Летом 1866-го после побега Серно-Соловьевича из лечебницы Герцен и Огарев, желая помочь хоть и личному врагу, но товарищу по борьбе, поручают ему корректуру «Колокола», чтобы дать молодому революционеру заработок. Это, однако, не помешает Серно-Соловьевичу написать брошюру против своего благодетеля. А может, именно то, что он зависел материально от ненавистного ему Герцена, и сыграло свою роль. «Через короткое время, – пишет Тучкова-Огарева, – Серно-Соловьевич не выдержал, ушел туда, где его раздражали до бешенства, и его опять отвезли в психиатрическую больницу».
В 1867 году он, выйдя в очередной раз из лечебницы, публикует нашумевшую брошюру «Наши домашние дела», в которой крепко и не на самом высоком уровне полемики достается Герцену. Серно-Соловьевич от лица русской молодой эмиграции хоронит Герцена заживо, называет его «мертвым человеком», от которого уже нечего ждать. Особенно ополчился Серно-Соловьевич на фразу Герцена из статьи «Порядок торжествует»: «Мысль о перевороте без кровавых средств нам дорога…»
Дальнейшая жизнь Серно-Соловьевича – яркое быстрое угасание. В короткие просветы он снова бросается в революцию – становится членом женевской секции Интернационала, вступает в переписку с Марксом. Тот посылает своему русскому приверженцу первый том «Капитала» – сразу по выходе в свет. В конфликтах, раздиравших Интернационал, Серно-Соловьевич расходится с русскими, пошедшими в массе своей за Бакуниным.
Болезнь прогрессирует. Еще одним сильным ударом является известие о смерти брата Николая в русской тюрьме. В будущем некрологе, написанном Утиным, будут приведены слова Серно-Соловьевича, объяснявшие сделанный им выбор: «Меня мучит, что я не еду в Россию мстить за гибель моего брата и его друзей; но мое единоличное мщение было бы недостаточно и бессильно; работая здесь в общем деле, мы отомстим всему этому проклятому порядку, потому что в Интернационале лежит залог уничтожения этого порядка повсюду, повсеместно!»
Просветы в помешательстве становятся всё реже.

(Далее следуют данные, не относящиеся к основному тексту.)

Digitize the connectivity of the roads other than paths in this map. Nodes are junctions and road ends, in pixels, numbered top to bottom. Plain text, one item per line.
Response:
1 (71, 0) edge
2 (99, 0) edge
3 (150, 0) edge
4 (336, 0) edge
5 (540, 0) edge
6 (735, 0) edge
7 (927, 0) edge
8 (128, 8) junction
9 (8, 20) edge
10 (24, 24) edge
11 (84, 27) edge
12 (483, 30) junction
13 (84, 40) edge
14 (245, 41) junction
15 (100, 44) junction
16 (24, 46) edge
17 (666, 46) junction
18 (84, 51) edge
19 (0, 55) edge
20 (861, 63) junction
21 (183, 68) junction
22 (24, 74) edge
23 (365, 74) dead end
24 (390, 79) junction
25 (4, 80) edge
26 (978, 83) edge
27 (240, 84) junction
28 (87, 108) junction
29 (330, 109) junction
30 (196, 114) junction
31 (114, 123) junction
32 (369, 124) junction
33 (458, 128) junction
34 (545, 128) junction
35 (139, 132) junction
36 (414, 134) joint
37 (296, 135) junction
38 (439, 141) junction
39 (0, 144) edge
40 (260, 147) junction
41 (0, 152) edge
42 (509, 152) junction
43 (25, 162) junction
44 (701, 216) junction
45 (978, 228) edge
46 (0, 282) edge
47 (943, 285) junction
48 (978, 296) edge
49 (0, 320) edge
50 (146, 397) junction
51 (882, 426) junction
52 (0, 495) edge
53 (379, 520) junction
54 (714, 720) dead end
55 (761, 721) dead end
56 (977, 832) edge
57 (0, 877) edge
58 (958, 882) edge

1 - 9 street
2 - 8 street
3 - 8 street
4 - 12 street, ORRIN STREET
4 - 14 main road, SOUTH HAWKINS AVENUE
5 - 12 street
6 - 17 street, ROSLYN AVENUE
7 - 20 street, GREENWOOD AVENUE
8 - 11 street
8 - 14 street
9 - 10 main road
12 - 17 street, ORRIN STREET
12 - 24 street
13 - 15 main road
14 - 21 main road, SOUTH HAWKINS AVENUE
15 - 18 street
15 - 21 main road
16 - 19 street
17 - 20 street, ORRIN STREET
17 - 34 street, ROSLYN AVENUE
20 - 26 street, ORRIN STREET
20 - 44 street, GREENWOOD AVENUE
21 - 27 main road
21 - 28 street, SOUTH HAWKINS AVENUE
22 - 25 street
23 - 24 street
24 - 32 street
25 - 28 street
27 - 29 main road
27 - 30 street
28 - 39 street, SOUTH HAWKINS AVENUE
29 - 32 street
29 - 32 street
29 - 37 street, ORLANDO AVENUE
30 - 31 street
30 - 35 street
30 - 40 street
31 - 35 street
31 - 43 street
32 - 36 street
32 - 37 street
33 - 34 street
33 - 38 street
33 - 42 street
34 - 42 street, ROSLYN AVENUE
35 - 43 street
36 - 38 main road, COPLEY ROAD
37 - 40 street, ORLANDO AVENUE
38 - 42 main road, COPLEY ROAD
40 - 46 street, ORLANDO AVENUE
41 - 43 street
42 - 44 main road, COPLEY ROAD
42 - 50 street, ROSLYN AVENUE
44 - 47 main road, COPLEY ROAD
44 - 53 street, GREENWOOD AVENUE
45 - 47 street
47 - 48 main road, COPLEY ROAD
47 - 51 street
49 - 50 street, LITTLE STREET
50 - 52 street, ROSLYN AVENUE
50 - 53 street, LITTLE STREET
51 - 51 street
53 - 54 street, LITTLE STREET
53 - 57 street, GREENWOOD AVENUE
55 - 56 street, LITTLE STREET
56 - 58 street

Узнав от врача, что состояние его безнадежное, Серно-Соловьевич уже в последний раз бежит из больницы и 4 августа 1869 года кончает с собой в Женеве, на своей квартире на улице Савуаз (rue de Savoises, дом не сохранился). Тучкова-Огарева: «Серно-Соловьевич кончил самоубийством, и каким страшным! Он дал себе три смерти: отравился, перерезал жилы и задохся от разожженных углей в жаровне. Настрадался и вышел на волю!» Его уже разлагавшийся труп нашли в квартире только через несколько дней – по запаху, потревожившему соседей.
В своем предсмертном письме он написал: «Я люблю жизнь и людей и покидаю их с сожалением. Но смерть – это еще не самое большое зло. Намного страшнее смерти быть живым мертвецом».

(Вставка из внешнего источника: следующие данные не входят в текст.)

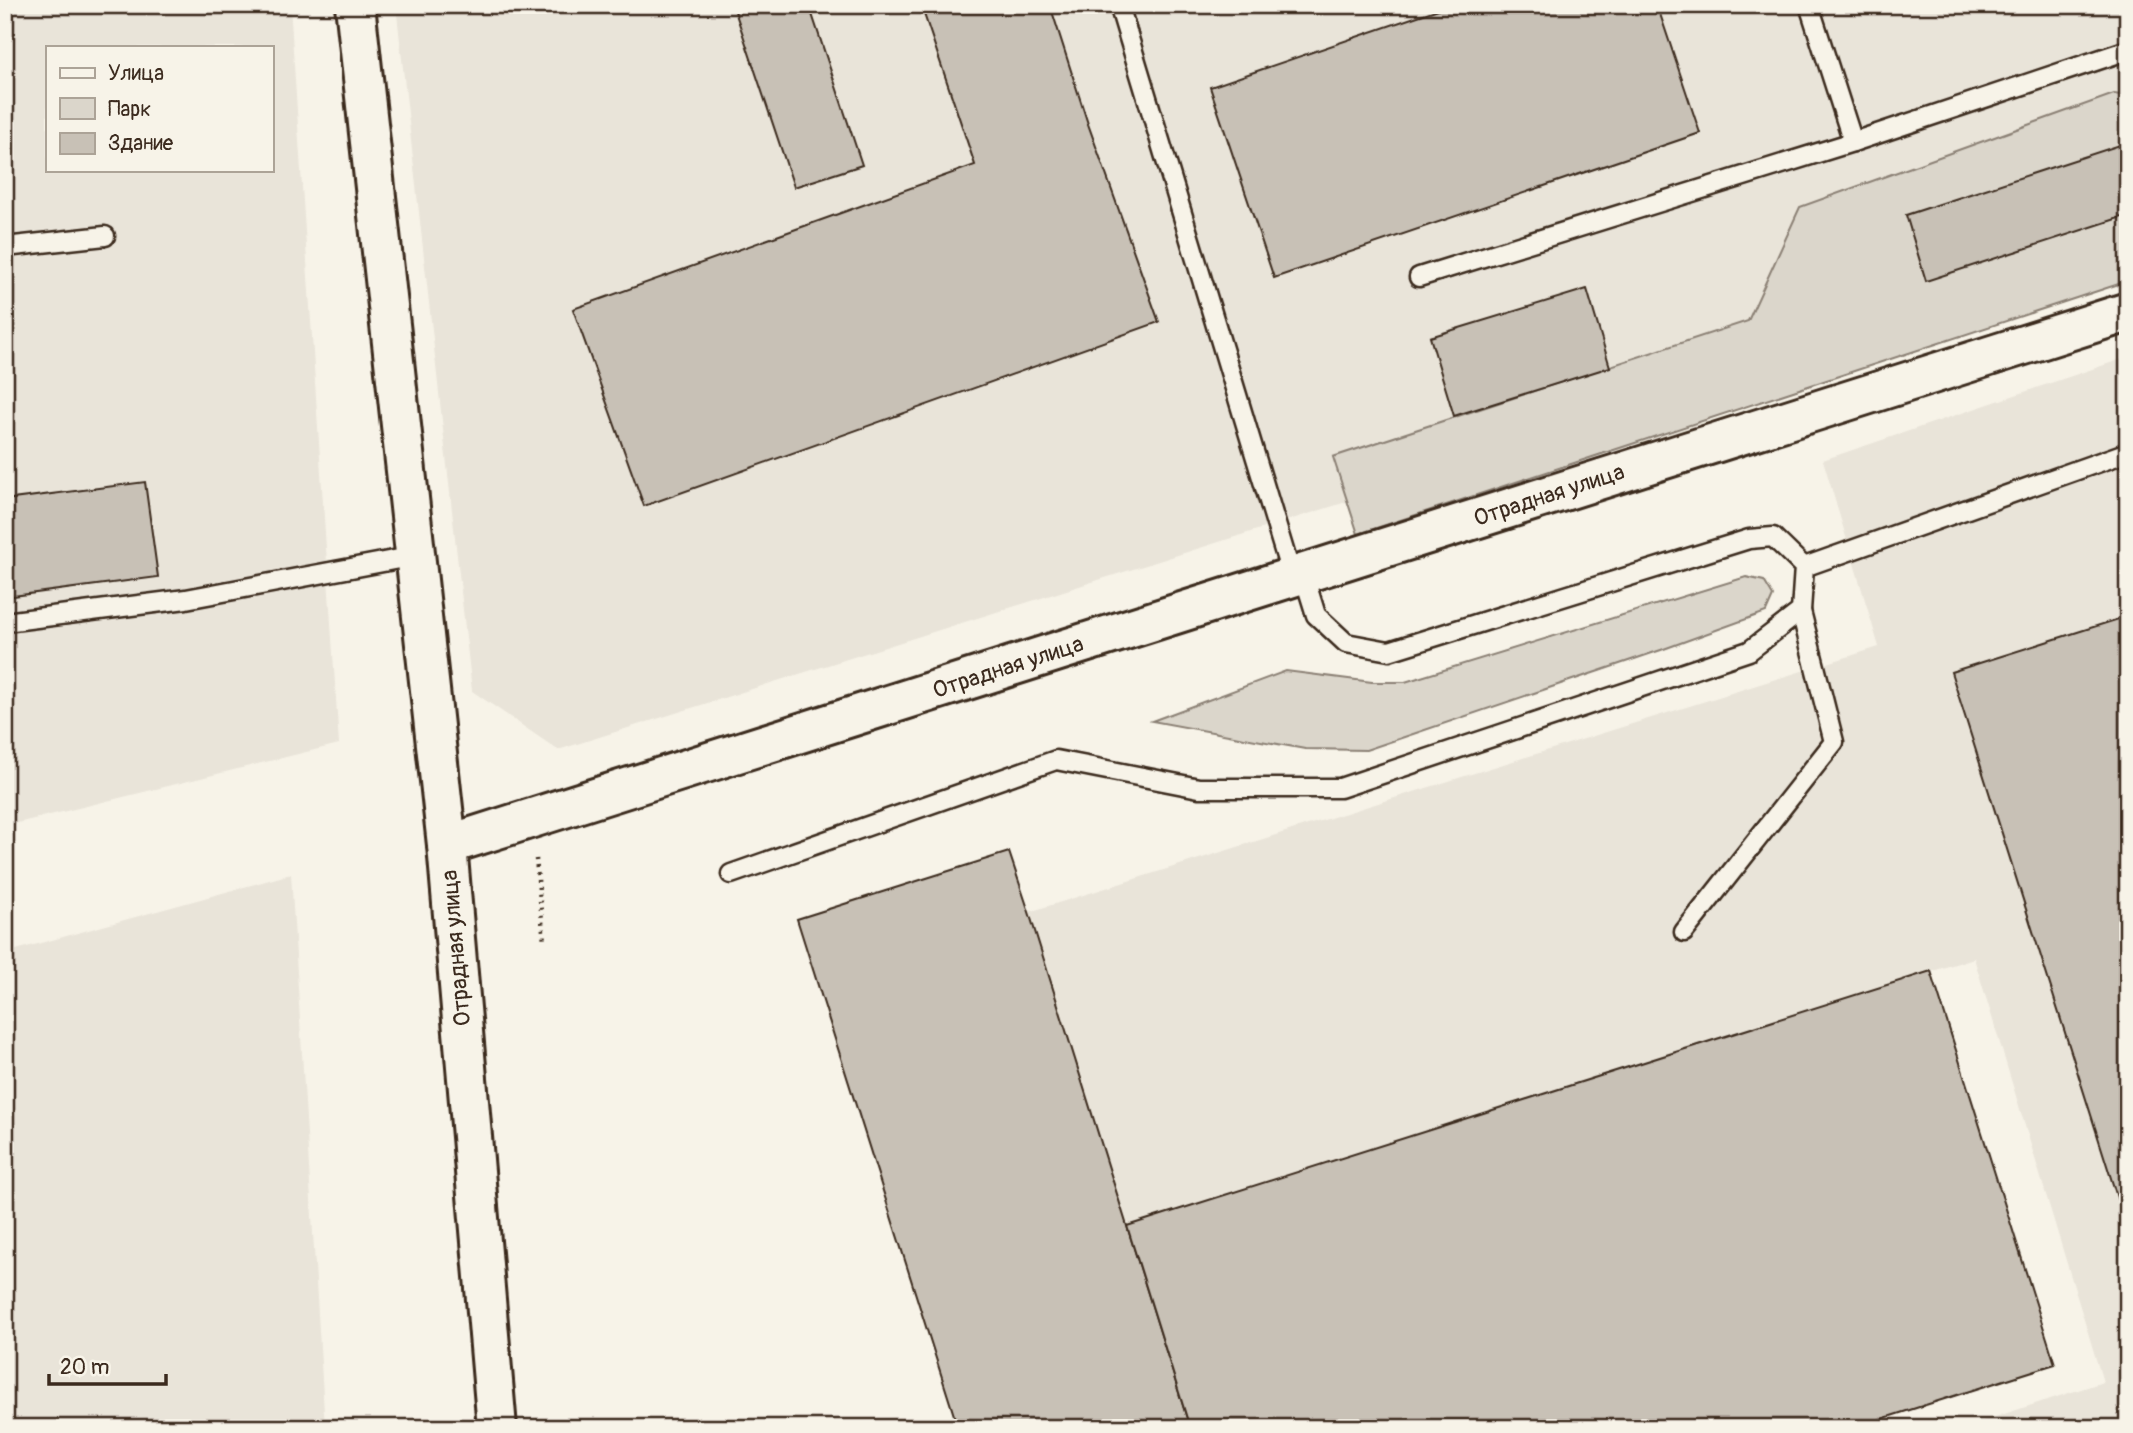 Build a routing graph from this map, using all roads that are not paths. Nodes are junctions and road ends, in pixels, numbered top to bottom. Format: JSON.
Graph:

В своих обширных мемуарах Шелгунова упомянет отца своего ребенка лишь одной фразой: «Второй брат, Александр, предвидя арест, успел уехать за границу, где прожил лет пять то в больнице, то на свободе, так как он был душевнобольным, как была душевнобольной и его мать, и затем кончил дни свои самоубийством».